GKENodeCountCritical
Overview
Section titled “Overview”A GKE node pool has reached or is about to reach its configured maximum number of nodes (max_node_count in Terraform). Cluster Autoscaler cannot add more nodes to that pool until the cap is raised.
The limit is per-zone. For a zonal cluster the number of nodes equals the cap; for a regional cluster the cap is multiplied by the number of zones the cluster spans.
Services
Section titled “Services”Metrics
Section titled “Metrics”- SLI:
gitlab_component_saturation:ratio{component="kube_pool_max_nodes"} - Soft SLO: 90%. Hard SLO: 95% (alert fires above hard).

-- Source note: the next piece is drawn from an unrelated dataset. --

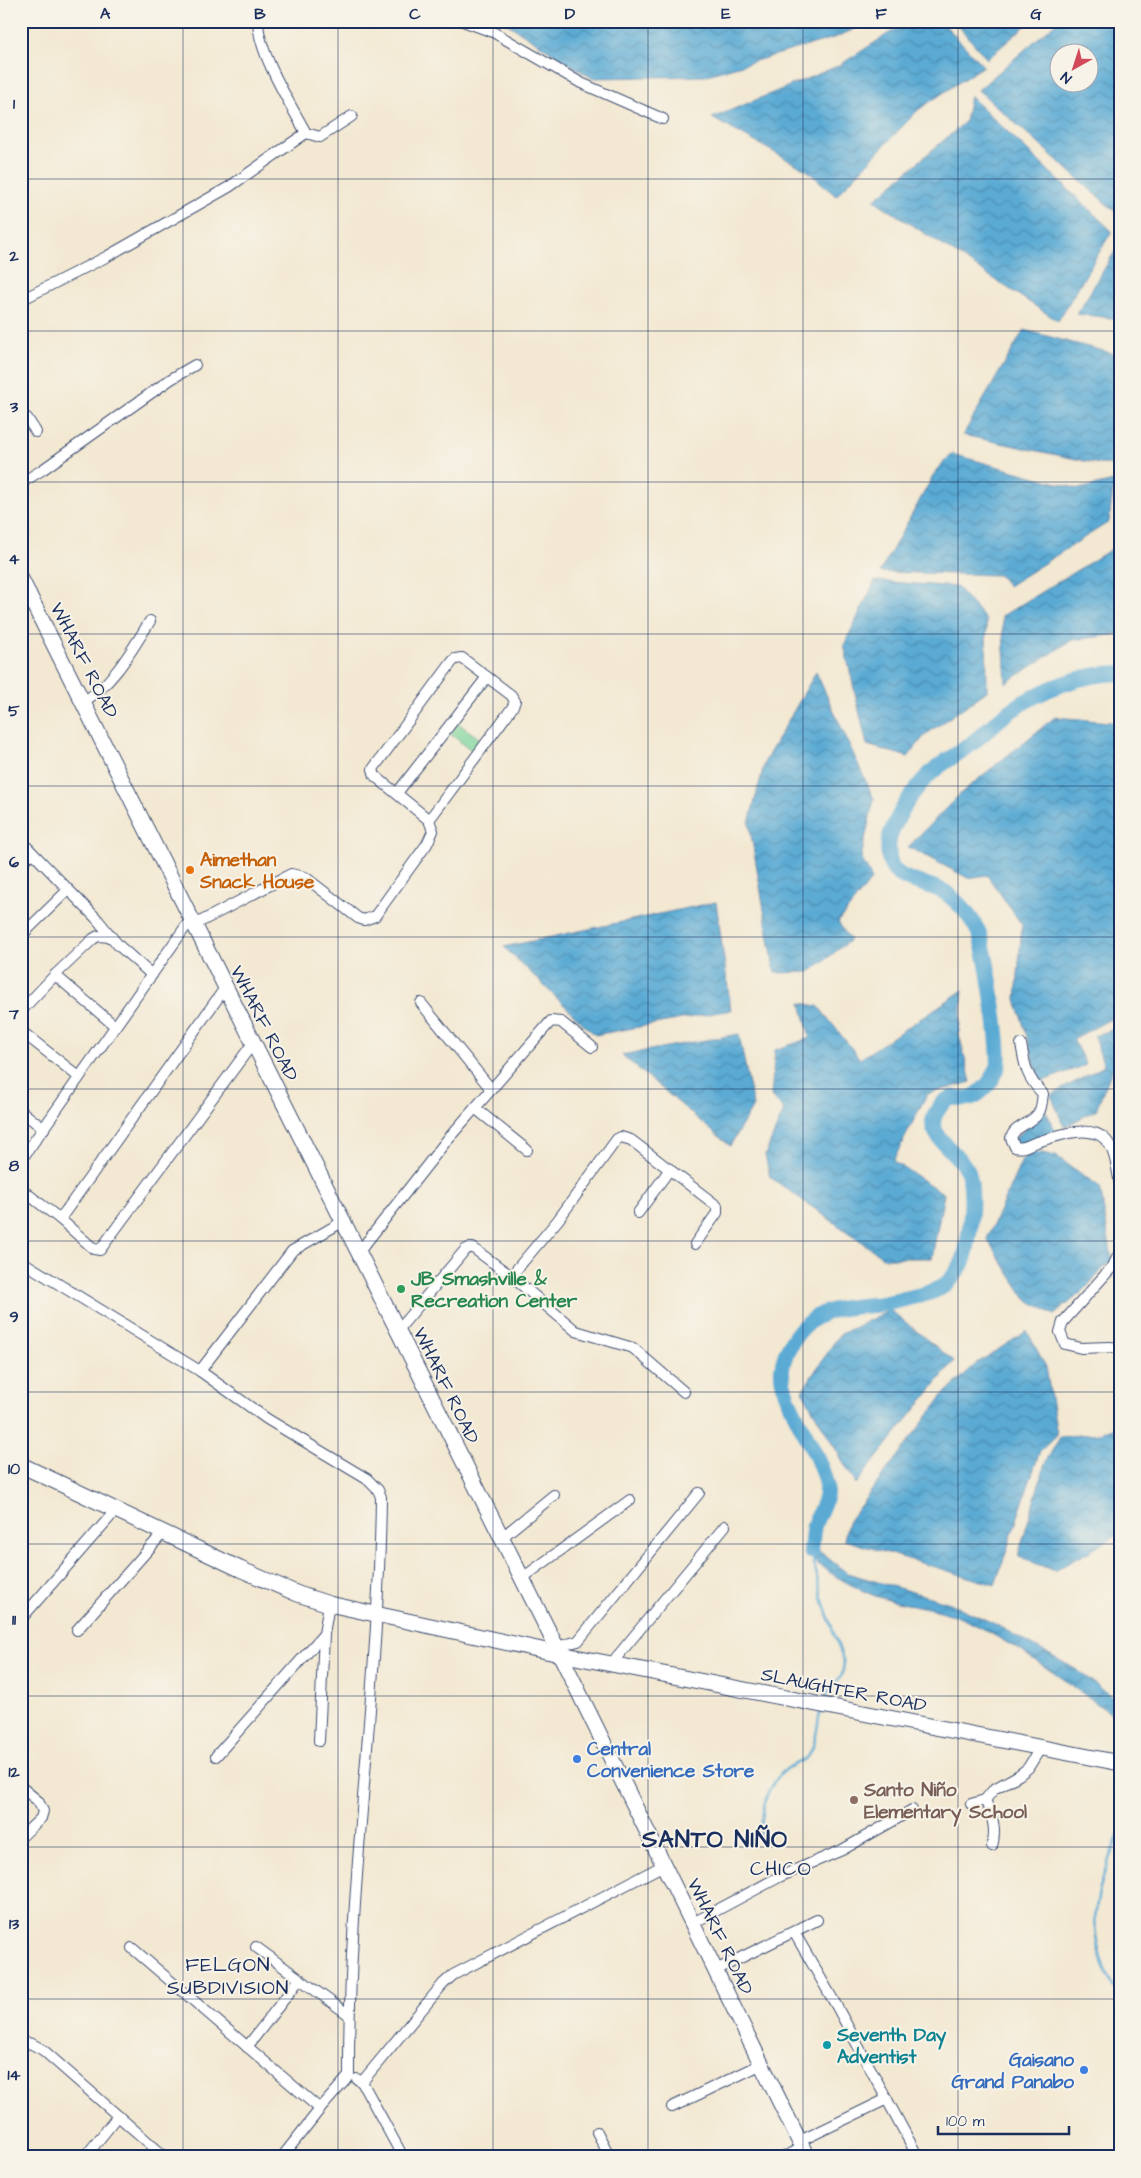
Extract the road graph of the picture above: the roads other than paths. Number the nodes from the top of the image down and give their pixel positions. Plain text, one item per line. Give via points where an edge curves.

- Dashboard: Kube pool max nodes saturation
- Node pool caps live in
config-mgmt— see thegke_nodepool_max_nodesvariable in each environment’svariables.tf(for exampleenvironments/gprd/variables.tf) and its use ingke-regional.tf/gke-zonal.tf. The caps are exported to Prometheus asterraform_report_google_cluster_node_pool_max_node_countvia a CI job on Terraform runs.
Alert Behavior
Section titled “Alert Behavior”- Severity
s3. - Scope silences to
(cluster, label_pool).
Severities
Section titled “Severities”S2when workload pods are pending due to lack of capacity — seeKubeSchedulingFailuresfiring on the same cluster.S3when at cap but scheduling is not currently failing.
Verification
Section titled “Verification”-
Identify the affected pool. The alert labels include
cluster,label_pool, andshard:Terminal window gcloud --project <PROJECT> container node-pools list \--cluster <CLUSTER> --location <LOCATION> -
Cross-check the Cluster Autoscaler status:
Terminal window kubectl describe configmap cluster-autoscaler-status -n kube-systemLook for a node group where
cloudProviderTarget == maxSize. -
Confirm the Terraform-reported cap matches the GKE-side cap. Divergence means Terraform hasn’t run since the last change.
Recent changes
Section titled “Recent changes”- Recent
config-mgmtMRs — node pool caps live here.
Troubleshooting
Section titled “Troubleshooting”- Check pending pods and their reasons — see
KubeSchedulingFailures. - If the pool has been at cap and the workload is healthy, raise
gke_nodepool_max_nodesfor the relevant pool inconfig-mgmt. Apply via Atlantis. - Before raising, verify:
- The cluster subnet has enough IPs.
maxSizecannot exceed the number of IPs in the pod CIDR range. Follow k8s-operations.md — Add a secondary pod IP range if the subnet is the binding limit. - GCP quota (CPUs, in-use IPs, disk types, instance group size) allows more nodes.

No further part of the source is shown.